Several students developed “an
appetite for eloquence” this winter, one result of a
six-week stay by William Lacey, former director of the
theater and professor at Boston University.
Lacey was guest director at the Yulman
Theater, where he directed a workshop production of Two
Gentlemen of Verona, one of Shakespeare's earliest plays.
Lacey is just one of many guest artists who have taken
residency at the College in the last several years to
share their expertise with students.
An internationally-renowned specialist
on elevated text such as Shakespeare and Moliere, Lacey
is no stranger to Union. He starred as Eliphalet Nott in
God Delivers, a historic play commissioned for the
Bicentennial celebration, and has since returned to Union
to offer a short workshop for theater students.
Union has presented Shakespearean plays
in the past, but William Finlay, director of the Yulman
Theater, says that he had put off tackling Shakespeare
again until a new curriculum incorporating voice and
speech classes took hold. With that program now three
years old, Finlay thought Union actors were ready.
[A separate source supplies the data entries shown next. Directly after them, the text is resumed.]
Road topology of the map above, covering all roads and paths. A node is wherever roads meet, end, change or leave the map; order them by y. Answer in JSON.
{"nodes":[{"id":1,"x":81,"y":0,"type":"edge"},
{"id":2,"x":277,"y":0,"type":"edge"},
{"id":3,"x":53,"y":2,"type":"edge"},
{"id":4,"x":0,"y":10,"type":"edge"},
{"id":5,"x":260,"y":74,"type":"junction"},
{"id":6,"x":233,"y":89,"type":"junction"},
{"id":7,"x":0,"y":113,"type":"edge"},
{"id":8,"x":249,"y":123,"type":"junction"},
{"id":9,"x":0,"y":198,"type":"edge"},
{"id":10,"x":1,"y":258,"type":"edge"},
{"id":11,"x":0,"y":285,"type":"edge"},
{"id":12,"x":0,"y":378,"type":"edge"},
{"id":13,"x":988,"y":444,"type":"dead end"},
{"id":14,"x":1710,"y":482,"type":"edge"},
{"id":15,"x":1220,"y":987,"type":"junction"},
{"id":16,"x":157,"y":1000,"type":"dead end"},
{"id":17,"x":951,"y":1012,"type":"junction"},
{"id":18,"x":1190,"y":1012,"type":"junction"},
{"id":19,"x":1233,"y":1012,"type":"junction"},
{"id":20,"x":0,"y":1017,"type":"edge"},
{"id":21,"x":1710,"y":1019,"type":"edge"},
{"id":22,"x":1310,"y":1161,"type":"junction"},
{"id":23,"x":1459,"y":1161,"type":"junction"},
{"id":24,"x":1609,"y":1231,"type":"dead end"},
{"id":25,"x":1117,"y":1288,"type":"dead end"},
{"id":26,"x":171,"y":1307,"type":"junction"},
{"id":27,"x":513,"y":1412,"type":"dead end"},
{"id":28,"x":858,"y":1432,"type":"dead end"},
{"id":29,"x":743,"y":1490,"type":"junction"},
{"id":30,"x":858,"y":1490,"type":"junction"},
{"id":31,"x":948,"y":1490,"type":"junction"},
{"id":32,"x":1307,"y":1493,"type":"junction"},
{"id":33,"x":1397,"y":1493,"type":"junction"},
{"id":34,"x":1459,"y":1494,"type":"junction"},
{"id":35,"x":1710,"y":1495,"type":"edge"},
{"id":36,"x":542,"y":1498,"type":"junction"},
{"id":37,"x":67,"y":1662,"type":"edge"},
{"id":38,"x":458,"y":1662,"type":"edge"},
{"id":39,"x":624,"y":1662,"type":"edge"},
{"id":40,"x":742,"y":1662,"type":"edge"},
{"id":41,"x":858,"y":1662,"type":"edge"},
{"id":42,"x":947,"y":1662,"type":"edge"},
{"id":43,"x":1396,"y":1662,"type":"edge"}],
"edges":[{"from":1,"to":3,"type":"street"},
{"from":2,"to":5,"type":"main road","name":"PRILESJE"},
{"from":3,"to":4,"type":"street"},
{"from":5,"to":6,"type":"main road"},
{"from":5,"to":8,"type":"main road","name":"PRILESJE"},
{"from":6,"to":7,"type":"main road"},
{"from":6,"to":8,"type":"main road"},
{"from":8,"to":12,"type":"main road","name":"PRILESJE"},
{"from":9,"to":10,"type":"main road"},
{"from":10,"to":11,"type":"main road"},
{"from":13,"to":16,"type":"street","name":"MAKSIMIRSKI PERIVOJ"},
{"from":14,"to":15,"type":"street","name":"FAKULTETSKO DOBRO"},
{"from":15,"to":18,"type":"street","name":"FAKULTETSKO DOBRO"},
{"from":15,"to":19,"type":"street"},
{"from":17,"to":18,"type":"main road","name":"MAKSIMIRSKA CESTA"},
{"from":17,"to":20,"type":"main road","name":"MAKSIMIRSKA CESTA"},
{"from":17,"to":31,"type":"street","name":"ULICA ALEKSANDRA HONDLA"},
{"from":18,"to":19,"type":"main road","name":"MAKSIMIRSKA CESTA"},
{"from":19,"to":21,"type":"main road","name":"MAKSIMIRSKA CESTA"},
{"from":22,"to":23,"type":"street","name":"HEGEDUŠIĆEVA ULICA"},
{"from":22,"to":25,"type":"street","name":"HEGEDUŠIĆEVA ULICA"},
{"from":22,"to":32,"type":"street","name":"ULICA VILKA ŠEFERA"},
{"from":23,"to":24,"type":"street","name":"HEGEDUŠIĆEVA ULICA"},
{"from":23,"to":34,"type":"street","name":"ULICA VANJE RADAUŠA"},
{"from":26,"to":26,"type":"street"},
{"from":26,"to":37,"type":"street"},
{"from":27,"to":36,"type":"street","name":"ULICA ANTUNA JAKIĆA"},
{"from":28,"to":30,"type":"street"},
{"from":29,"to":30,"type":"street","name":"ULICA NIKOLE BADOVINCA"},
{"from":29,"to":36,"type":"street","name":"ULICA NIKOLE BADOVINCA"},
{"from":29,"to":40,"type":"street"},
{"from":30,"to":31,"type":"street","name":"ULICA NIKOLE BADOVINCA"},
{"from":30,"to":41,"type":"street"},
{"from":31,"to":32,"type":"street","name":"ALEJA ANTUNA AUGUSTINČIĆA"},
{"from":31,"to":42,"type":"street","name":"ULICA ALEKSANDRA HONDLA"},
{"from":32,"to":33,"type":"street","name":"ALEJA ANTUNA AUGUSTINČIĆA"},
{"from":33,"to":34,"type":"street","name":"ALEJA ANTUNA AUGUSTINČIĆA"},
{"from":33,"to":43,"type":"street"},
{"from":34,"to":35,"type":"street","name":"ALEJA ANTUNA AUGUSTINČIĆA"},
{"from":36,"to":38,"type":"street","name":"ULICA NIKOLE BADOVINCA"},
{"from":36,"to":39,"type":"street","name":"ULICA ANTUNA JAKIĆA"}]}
“We are so lucky to have someone
of his standing in the theater-training world,”
Finlay says. “To have him at Union, especially in
his area of expertise — elevated text and voice — is
wonderful. He is one of the premier trainers in the
country.”
Lacey, who is accustomed to training
conservatory students who have had extensive training in
theater, says that he welcomed the chance to work with
students with a liberal arts background.
“I wondered how talented,
intelligent students who didn't have the conservatory
training would respond to Shakespearean text and how far
we could take it,” he says. “It has been an
interesting investigation for all of us, and I'm very
pleased at what has developed. The students have been
great to work with and everyone has engaged in the
idea.”
Lacey based his direction on the way
Shakespeare's plays were performed when they were
written. He strives to have actors approach the play
innocently, letting the language carry the play.
(Shakespearean actors in the sixteenth century did not
have the luxury of looking over the entire script before
performing. Instead, they memorized just their own lines
and cues, and hence Shakespeare's language carries his
plays.)
When dealing with elevated text,
“you let the language play through you, and that
language is palpable,” Lacey says. “The actors
begin to realize that words are not labels — that they
are experiences. That is when you start to get back to
what it would have been like in Shakespeare's day when
the audience didn't read and therefore didn't visualize
words; they experienced physical behaviors.”
Doing Gentlemen of Verona as a workshop
allowed students to struggle with and learn Shakespeare's
language, Finlay says. “I really felt that in our
first foray into Shakespeare, I wanted to concentrate
primarily on the text and the words of Shakespeare,
because this is what is so difficult for kids who are not
trained in verse as actors,” he says.
Lacey adds, “We've been trying to
do it all through language and let that guide us. It is
the actor's job to find the impulse to give rise to the
text, and Shakespeare gives you a lot of text. In modern
theater, you act in the silences.”
Lacey says that many students developed
an appetite for Shakespeare.
“When they came into this, they
weren't sure how they were supposed to approach
Shakespeare,” he says. “But as they clarified
their thoughts, they discovered that Shakespeare gives
them the rhythms and the impulses, that he provides them
with a lot more than the contemporary playwright does. He
brings to a level of awareness things that usually you do
in a sonnet. Here, an actor has an elaborate score that
plays through, but it has to be played with
sincerity.”
Ari Gottlieb '99, an actor in Two Gentlemen of Verona, says that
he was at first a bit uneasy about attempting
Shakespeare, but that working with Lacey was
“unbelievable. He is so passionate about his work
that he really breathes life into Shakespeare.”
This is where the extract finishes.